Reading like true crime, this work of fiction is disturbing, tragic, and gripping. Liz Nugent has managed to create a hugely compelling character and plot with Strange Sally Diamond.
Sally Diamond is indeed strange. This reader was wary of another novel using the trope of main-character-on-the-spectrum as quaint harbinger of wacky circumstances, but I quickly learned otherwise. Sally was adopted by a couple in Ireland, one a psychiatrist and one an M.D., who told her that she was found in the woods as a baby. But it's revealed that Sally, now forty-three, was actually born and kept in captivity until she was seven-years-old but has pushed down those memories. When literal-minded Sally tries to incinerate her adoptive father after he dies in old age of natural circumstances (as instructed by himself), the truth comes out.
Thus starts the dual timeline of this book. Sally's birth mother Denise was abducted by a man named Conor Geary when she was eleven-years-old. Denise was shackled inside his house for fourteen years and gives birth twice in that time. She and her seven-year-old daughter Sally were rescued after Conor Geary flees with son Peter to New Zealand. The reader learns that Peter was also birthed by Denise when she was just twelve-years-old; Conor took him away because he wanted a son, but had no use for Sally who came along later.
Peter narrates his life growing up with the cruel manipulation and isolation inflicted upon him by his father. Hearing it from Peter's point of view, one can't help but have conflicting emotions over how he turns out. In alternating chapters, adult Sally narrates her yearning for family connection yet her spurning of close contact with others. Their timelines eventually merge, and Liz Nugent adeptly depicts the sibling's struggles to be close to another person. They each try to navigate personal relationships in the aftermath of their horrific early years, sometimes hair-raisingly so. I won't lie: this was difficult to read at times.

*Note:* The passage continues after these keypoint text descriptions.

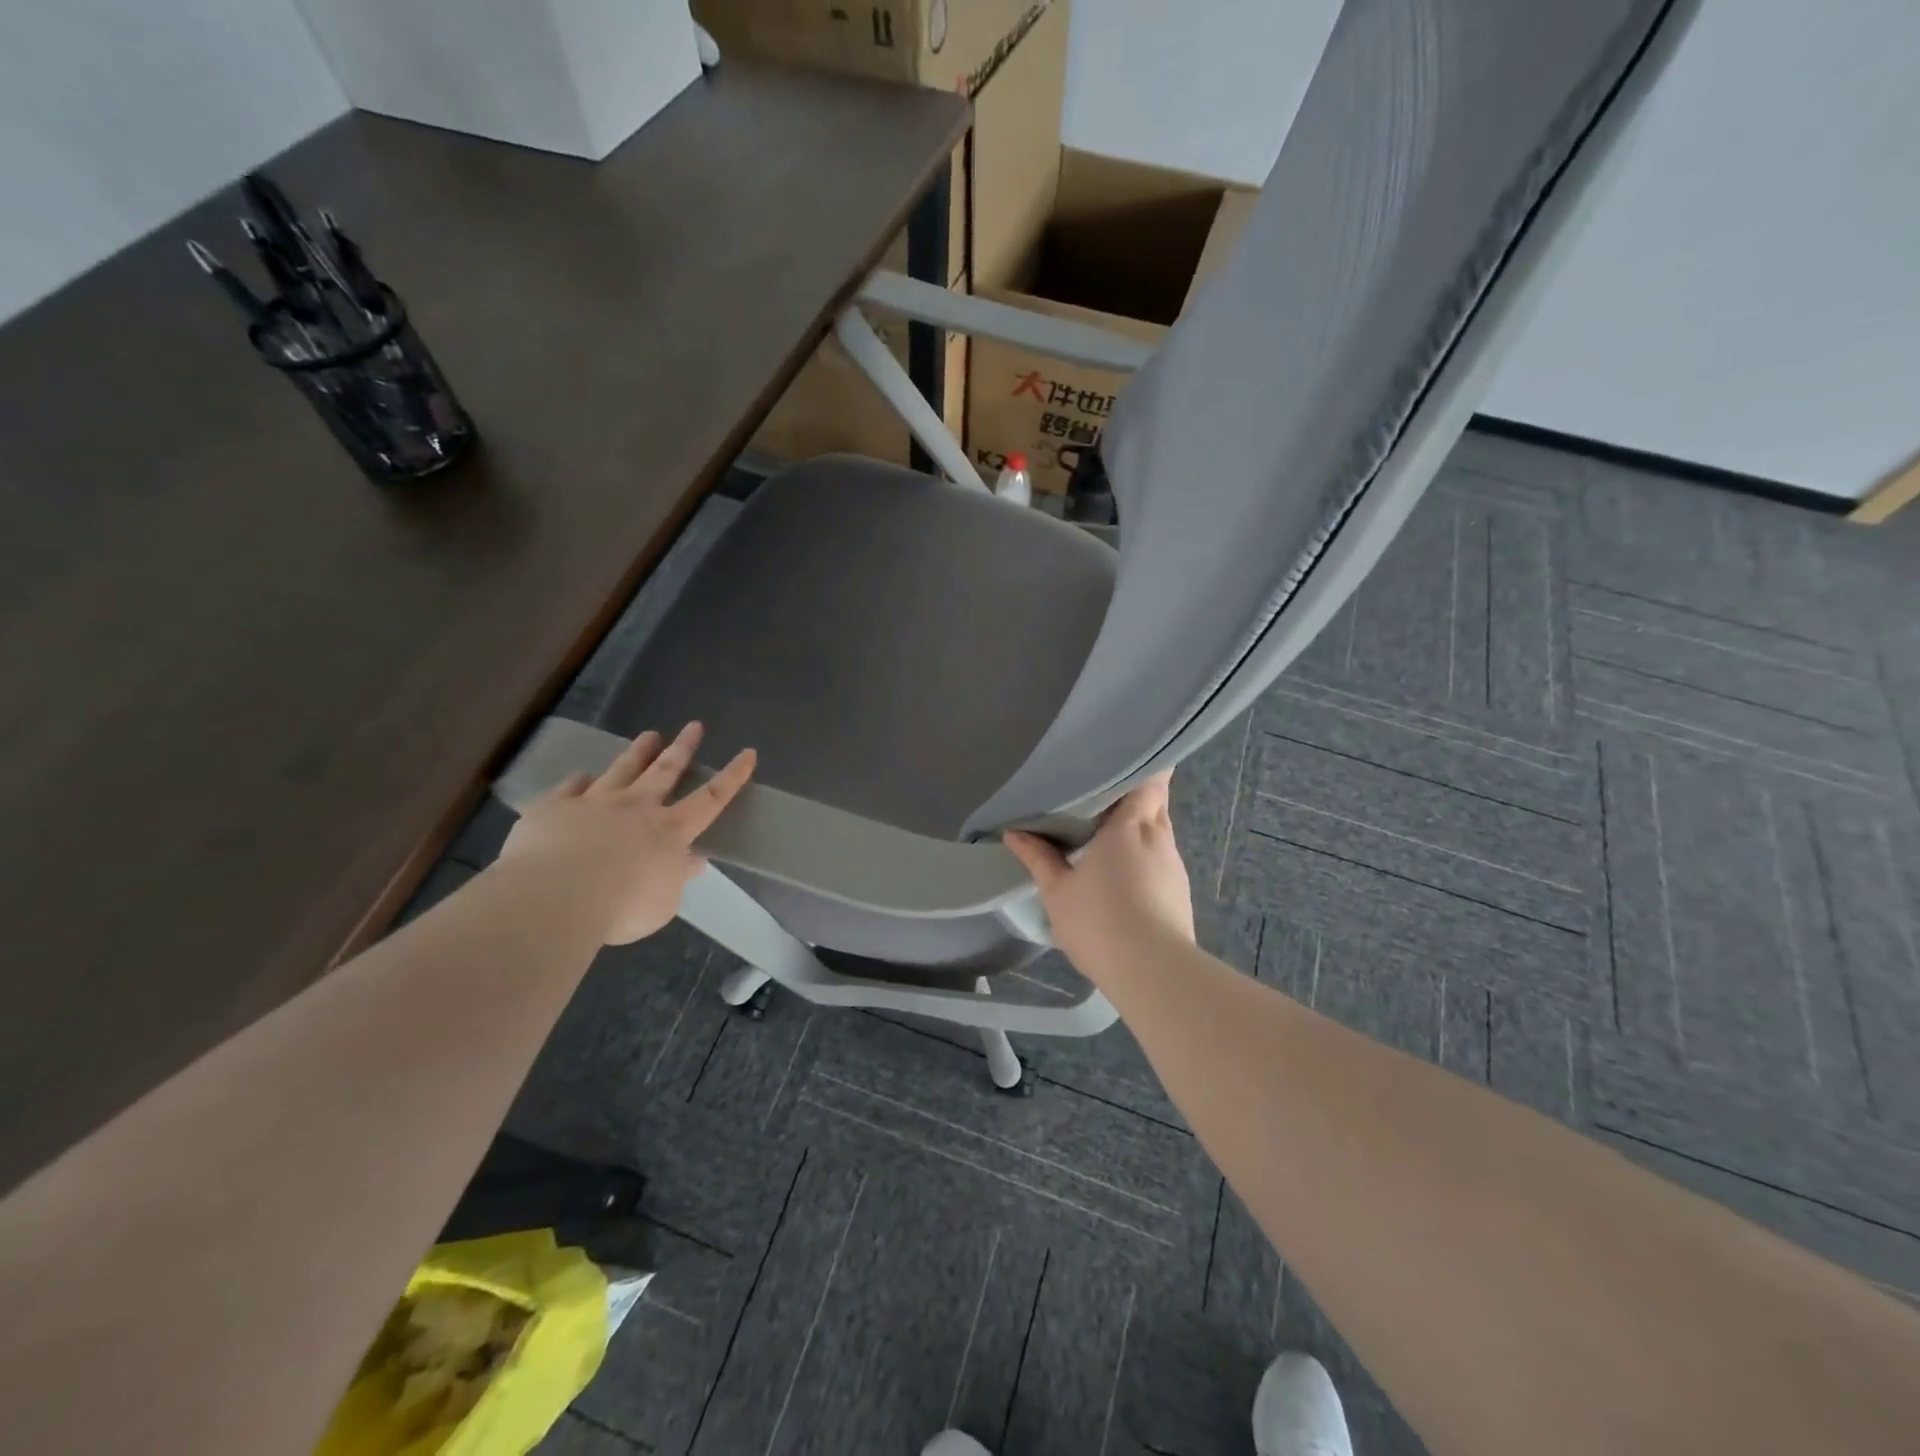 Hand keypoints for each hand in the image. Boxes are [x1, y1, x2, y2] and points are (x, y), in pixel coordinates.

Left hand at [497, 722, 755, 944]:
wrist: (554, 897)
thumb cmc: (620, 907)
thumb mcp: (662, 904)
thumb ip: (676, 878)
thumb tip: (692, 862)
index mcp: (670, 831)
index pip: (711, 798)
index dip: (732, 776)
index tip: (748, 753)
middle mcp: (636, 807)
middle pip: (665, 770)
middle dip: (683, 748)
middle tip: (693, 726)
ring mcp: (594, 802)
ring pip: (621, 769)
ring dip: (638, 752)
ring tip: (649, 735)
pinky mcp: (555, 807)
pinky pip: (570, 788)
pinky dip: (578, 781)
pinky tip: (580, 776)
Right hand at [1003, 772, 1194, 971]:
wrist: (1153, 972)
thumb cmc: (1099, 921)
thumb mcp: (1057, 891)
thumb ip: (1038, 857)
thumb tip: (1013, 833)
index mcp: (1130, 826)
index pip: (1150, 779)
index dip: (1142, 767)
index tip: (1121, 762)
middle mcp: (1159, 837)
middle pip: (1156, 801)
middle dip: (1136, 795)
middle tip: (1104, 796)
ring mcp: (1174, 865)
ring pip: (1160, 831)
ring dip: (1140, 827)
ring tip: (1110, 834)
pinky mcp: (1180, 891)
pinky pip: (1163, 857)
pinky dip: (1147, 854)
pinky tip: (1126, 872) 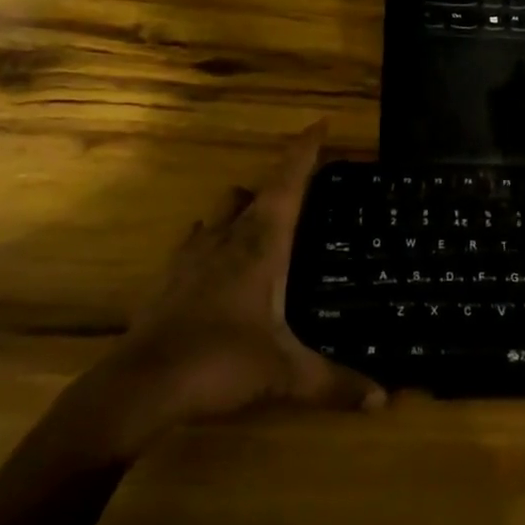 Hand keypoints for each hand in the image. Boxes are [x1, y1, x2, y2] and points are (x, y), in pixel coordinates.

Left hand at [68, 124, 384, 456]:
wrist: (139, 386)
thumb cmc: (218, 362)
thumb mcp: (284, 374)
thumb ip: (335, 384)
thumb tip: (384, 399)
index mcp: (261, 244)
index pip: (288, 182)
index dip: (305, 150)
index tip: (322, 124)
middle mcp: (228, 237)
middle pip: (255, 191)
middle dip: (280, 182)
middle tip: (306, 191)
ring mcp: (193, 254)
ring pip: (222, 210)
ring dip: (244, 207)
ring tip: (265, 224)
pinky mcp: (169, 277)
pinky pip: (196, 241)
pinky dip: (213, 239)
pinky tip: (218, 261) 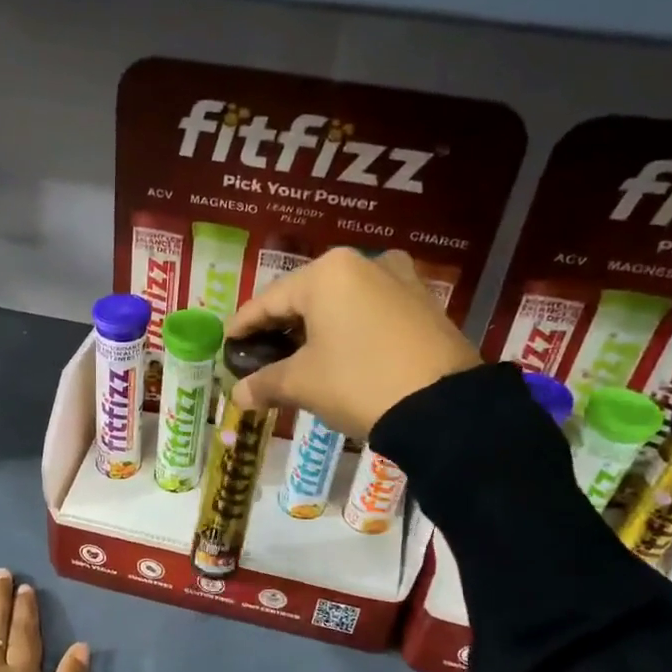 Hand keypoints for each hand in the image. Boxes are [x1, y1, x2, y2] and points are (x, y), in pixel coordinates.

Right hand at [226, 248, 480, 436]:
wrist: (444, 408)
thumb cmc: (359, 382)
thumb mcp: (303, 384)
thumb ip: (265, 383)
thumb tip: (237, 395)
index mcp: (328, 272)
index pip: (270, 300)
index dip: (244, 324)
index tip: (227, 341)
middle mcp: (365, 263)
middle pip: (307, 297)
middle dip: (282, 326)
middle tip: (261, 352)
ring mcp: (400, 280)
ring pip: (342, 302)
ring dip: (317, 327)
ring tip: (299, 355)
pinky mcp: (424, 303)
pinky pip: (372, 311)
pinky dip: (349, 329)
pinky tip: (340, 353) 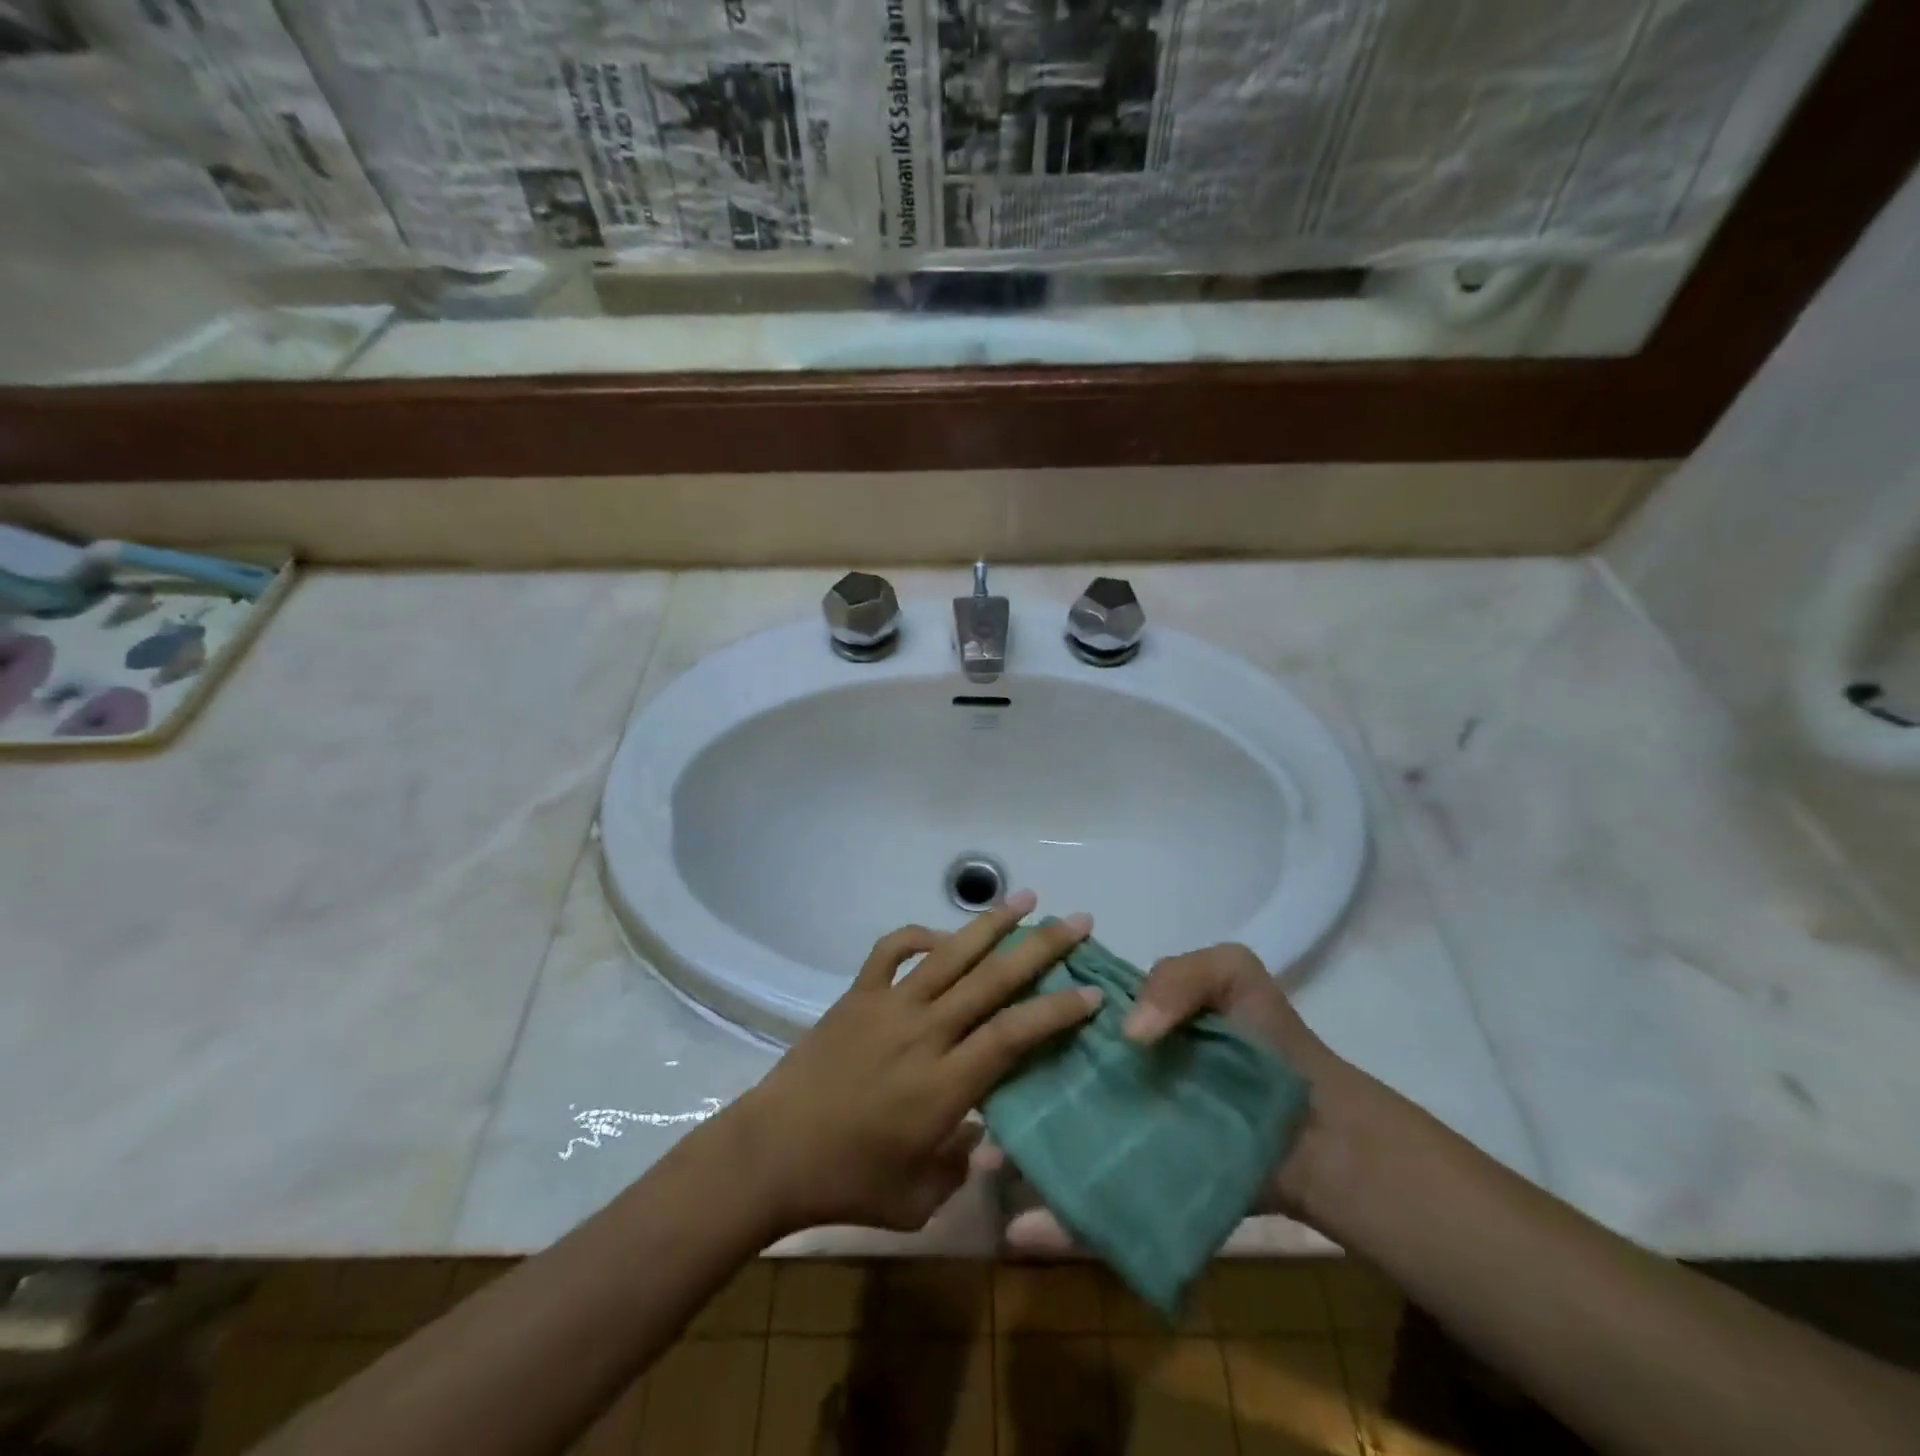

Tragedy has rippling aftereffects. Anyone that has experienced terrible loss early in life can attest to that. Those that can wrench what recovery they can out of the wreckage, like Sally, and make something good from it are beacons of light. But as Peter points out to another character, "people are not one-hundred-percent of anything." That's an uncomfortable truth when considering Conor Geary was a monster, probably also created by a monster, who ruined many lives.
The fallout of extreme trauma and the cycle of abuse are chillingly on full display through Sally and her older brother. However, there are characters in this novel who portray the kindness of human nature and lend much-needed hope to this dark tale. Strange Sally Diamond is not your average crime fiction and I found it fascinating. 5/5.